DATA FOR THE TASK:
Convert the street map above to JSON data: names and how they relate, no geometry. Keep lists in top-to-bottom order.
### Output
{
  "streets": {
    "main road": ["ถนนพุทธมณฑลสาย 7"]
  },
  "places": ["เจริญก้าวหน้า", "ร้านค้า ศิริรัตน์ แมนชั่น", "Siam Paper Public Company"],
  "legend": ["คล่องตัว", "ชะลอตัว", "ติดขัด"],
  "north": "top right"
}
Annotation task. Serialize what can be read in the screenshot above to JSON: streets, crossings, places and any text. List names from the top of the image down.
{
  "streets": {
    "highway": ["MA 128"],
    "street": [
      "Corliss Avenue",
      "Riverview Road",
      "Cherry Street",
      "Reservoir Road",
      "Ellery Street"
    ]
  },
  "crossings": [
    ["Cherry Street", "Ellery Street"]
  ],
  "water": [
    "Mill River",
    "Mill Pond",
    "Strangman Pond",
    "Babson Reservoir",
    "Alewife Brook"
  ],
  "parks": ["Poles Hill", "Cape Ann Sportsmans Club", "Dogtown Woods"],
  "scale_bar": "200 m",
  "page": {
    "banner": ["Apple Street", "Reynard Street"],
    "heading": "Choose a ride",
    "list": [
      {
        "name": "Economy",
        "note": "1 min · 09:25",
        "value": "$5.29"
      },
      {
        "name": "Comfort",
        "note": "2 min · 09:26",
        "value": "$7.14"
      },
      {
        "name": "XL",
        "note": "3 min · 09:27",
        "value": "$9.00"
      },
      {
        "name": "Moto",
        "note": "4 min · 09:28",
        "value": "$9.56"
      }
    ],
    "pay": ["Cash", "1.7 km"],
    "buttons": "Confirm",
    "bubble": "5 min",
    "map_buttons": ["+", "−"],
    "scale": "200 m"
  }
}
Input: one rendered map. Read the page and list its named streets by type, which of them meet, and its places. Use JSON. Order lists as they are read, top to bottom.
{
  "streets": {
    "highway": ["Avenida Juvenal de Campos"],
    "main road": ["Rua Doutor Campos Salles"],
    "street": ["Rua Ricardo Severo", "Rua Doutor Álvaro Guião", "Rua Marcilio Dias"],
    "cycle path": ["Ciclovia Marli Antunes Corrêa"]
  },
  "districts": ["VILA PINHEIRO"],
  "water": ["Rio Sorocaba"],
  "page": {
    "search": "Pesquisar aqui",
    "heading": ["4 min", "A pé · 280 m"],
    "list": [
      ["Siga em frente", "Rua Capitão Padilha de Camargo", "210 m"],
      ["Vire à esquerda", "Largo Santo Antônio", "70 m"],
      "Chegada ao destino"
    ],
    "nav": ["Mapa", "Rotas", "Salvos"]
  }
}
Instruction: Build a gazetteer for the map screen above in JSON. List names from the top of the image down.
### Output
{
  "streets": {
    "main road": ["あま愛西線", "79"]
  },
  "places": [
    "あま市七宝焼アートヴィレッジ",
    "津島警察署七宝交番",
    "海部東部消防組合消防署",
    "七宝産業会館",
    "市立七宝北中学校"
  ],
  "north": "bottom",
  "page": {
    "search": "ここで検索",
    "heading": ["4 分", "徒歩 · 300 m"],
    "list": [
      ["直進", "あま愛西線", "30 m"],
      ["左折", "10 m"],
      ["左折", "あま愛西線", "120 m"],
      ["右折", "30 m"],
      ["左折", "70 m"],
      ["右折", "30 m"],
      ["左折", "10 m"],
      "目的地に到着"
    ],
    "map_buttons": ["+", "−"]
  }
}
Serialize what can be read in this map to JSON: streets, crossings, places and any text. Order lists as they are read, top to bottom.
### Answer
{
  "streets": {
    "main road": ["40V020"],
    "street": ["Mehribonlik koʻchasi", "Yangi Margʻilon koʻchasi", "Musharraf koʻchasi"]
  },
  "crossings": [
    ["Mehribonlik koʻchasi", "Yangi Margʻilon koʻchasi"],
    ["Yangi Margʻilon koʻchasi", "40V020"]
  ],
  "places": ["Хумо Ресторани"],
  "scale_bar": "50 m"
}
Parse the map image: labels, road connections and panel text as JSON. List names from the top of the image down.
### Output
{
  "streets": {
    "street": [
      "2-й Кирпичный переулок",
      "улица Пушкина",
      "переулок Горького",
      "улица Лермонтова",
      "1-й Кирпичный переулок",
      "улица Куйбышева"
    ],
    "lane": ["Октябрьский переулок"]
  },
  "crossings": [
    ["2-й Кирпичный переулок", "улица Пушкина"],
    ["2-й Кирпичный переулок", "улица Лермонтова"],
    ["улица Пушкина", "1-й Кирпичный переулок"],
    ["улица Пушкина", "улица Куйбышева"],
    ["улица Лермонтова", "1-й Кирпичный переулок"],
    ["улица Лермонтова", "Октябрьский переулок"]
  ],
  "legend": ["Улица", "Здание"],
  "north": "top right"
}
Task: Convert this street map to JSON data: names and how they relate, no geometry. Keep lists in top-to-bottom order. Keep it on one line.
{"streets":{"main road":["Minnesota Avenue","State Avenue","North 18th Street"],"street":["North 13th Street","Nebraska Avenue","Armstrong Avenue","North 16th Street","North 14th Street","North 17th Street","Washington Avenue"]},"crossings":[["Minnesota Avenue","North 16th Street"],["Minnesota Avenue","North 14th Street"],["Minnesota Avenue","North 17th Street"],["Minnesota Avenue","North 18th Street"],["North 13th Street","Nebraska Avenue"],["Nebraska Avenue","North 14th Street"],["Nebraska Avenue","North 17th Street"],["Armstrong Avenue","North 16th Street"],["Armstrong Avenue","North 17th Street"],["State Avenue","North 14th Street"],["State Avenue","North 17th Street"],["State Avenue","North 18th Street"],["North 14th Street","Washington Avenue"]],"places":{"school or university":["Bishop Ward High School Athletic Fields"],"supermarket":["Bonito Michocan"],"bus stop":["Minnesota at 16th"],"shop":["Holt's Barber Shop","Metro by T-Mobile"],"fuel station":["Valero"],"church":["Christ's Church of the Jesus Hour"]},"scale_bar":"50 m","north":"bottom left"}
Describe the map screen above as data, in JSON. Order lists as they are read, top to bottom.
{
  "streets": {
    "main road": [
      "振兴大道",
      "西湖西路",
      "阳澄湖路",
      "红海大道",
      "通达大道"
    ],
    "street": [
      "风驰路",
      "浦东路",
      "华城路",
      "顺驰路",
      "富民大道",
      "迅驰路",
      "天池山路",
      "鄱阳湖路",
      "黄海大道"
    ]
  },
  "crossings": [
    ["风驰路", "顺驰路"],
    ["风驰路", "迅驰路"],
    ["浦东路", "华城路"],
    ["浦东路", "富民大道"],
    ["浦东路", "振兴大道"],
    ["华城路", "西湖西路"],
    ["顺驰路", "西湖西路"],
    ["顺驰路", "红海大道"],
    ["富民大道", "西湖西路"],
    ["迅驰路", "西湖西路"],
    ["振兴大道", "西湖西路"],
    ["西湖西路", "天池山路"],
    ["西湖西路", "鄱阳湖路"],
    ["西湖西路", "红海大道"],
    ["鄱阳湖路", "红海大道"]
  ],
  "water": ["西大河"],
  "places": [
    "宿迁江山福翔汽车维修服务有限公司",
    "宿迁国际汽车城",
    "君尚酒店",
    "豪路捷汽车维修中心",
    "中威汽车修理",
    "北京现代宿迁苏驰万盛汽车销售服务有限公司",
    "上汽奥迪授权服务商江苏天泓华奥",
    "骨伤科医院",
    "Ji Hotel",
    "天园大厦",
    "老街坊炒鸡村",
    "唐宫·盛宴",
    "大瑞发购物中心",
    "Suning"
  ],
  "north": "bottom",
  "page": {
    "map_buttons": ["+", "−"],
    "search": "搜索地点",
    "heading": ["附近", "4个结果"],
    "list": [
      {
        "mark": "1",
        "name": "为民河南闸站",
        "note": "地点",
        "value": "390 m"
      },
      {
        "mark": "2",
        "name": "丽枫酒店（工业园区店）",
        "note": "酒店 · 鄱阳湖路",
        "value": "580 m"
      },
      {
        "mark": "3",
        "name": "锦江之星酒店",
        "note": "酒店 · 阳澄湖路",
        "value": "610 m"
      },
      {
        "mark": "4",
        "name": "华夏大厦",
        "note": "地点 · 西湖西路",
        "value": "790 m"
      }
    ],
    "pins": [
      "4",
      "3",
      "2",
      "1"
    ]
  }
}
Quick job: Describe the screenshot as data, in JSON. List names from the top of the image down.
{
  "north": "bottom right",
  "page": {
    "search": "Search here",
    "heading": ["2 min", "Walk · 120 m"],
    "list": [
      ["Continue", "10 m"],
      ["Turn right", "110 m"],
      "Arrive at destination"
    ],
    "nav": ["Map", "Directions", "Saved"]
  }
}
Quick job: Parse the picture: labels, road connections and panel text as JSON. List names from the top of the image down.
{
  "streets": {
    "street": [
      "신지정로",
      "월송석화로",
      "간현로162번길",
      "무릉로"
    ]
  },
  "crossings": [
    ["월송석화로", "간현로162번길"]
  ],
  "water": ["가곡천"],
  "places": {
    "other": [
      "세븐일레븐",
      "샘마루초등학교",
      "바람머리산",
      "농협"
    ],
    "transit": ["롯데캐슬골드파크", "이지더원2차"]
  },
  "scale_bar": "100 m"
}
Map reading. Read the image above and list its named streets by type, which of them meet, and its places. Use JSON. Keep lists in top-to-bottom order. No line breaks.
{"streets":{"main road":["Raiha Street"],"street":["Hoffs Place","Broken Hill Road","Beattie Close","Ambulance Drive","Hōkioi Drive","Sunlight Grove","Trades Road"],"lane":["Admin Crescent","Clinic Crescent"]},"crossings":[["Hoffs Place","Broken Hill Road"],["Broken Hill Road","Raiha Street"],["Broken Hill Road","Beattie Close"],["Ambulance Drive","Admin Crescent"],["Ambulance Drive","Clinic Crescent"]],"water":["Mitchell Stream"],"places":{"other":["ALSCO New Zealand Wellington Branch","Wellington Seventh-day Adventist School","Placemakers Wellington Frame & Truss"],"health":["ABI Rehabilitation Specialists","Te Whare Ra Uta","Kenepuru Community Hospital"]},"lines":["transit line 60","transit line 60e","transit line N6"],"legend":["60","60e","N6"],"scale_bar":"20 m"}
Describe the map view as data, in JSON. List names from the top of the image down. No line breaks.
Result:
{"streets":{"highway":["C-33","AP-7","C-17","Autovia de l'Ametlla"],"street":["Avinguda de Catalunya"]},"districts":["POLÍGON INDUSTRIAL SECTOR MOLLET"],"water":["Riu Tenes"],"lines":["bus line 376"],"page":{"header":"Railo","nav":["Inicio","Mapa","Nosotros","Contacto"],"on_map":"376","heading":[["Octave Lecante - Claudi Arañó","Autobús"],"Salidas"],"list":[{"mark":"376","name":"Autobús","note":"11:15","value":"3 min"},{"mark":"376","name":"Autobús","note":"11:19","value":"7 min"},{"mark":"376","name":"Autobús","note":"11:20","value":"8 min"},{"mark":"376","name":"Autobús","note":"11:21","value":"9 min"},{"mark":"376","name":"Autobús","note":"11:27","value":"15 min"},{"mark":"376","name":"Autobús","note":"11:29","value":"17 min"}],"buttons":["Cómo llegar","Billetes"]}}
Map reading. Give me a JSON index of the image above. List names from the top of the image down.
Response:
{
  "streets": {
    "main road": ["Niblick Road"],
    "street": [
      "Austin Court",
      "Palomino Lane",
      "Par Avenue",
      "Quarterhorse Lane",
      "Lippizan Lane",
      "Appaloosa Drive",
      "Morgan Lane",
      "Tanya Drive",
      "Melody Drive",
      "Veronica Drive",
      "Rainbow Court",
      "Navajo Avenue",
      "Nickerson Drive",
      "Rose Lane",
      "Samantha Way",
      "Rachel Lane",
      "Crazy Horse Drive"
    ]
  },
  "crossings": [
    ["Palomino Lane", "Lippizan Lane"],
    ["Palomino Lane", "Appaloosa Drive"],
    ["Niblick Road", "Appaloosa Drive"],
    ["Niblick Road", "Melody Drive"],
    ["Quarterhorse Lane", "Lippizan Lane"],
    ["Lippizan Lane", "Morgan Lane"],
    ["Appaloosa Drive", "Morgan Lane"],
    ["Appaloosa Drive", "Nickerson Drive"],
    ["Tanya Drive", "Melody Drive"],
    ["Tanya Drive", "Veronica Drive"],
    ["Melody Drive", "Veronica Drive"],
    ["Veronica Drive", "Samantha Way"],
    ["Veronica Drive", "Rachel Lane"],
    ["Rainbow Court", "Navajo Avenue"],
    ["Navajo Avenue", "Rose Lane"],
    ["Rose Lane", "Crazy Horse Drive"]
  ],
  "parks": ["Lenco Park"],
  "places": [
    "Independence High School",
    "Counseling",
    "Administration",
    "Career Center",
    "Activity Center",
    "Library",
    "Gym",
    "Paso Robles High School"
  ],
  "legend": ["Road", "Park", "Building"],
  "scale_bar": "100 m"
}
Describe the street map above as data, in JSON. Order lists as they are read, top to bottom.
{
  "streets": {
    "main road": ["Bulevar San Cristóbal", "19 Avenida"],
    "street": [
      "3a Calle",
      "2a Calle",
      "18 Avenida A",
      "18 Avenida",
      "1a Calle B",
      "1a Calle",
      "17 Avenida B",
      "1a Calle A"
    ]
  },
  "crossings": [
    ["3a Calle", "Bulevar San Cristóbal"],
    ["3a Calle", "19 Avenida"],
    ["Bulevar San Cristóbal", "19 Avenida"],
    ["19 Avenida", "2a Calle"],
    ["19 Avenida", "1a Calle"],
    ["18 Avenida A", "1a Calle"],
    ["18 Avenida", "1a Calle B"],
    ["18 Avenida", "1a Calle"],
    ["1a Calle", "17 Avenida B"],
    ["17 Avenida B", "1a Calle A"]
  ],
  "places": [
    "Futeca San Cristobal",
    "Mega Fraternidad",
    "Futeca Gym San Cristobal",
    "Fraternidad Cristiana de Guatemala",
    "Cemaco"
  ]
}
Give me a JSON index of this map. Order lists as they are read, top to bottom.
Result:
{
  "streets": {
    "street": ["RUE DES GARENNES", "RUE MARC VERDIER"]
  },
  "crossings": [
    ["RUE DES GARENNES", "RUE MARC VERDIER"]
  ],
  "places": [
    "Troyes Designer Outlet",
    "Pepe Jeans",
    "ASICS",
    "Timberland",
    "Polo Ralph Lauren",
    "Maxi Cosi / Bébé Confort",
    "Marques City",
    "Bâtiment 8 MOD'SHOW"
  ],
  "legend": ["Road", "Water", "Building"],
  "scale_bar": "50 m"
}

EXERCISE OBJECTIVE:
Go through the listing and copy each line with the string "which".

SOLUTION:
Input: one rendered map. Read the page and list its named streets by type, which of them meet, and its places. Use JSON. Order lists as they are read, top to bottom.
Map reading. Read the image above and list its named streets by type, which of them meet, and its places. Use JSON. Keep lists in top-to-bottom order. No line breaks.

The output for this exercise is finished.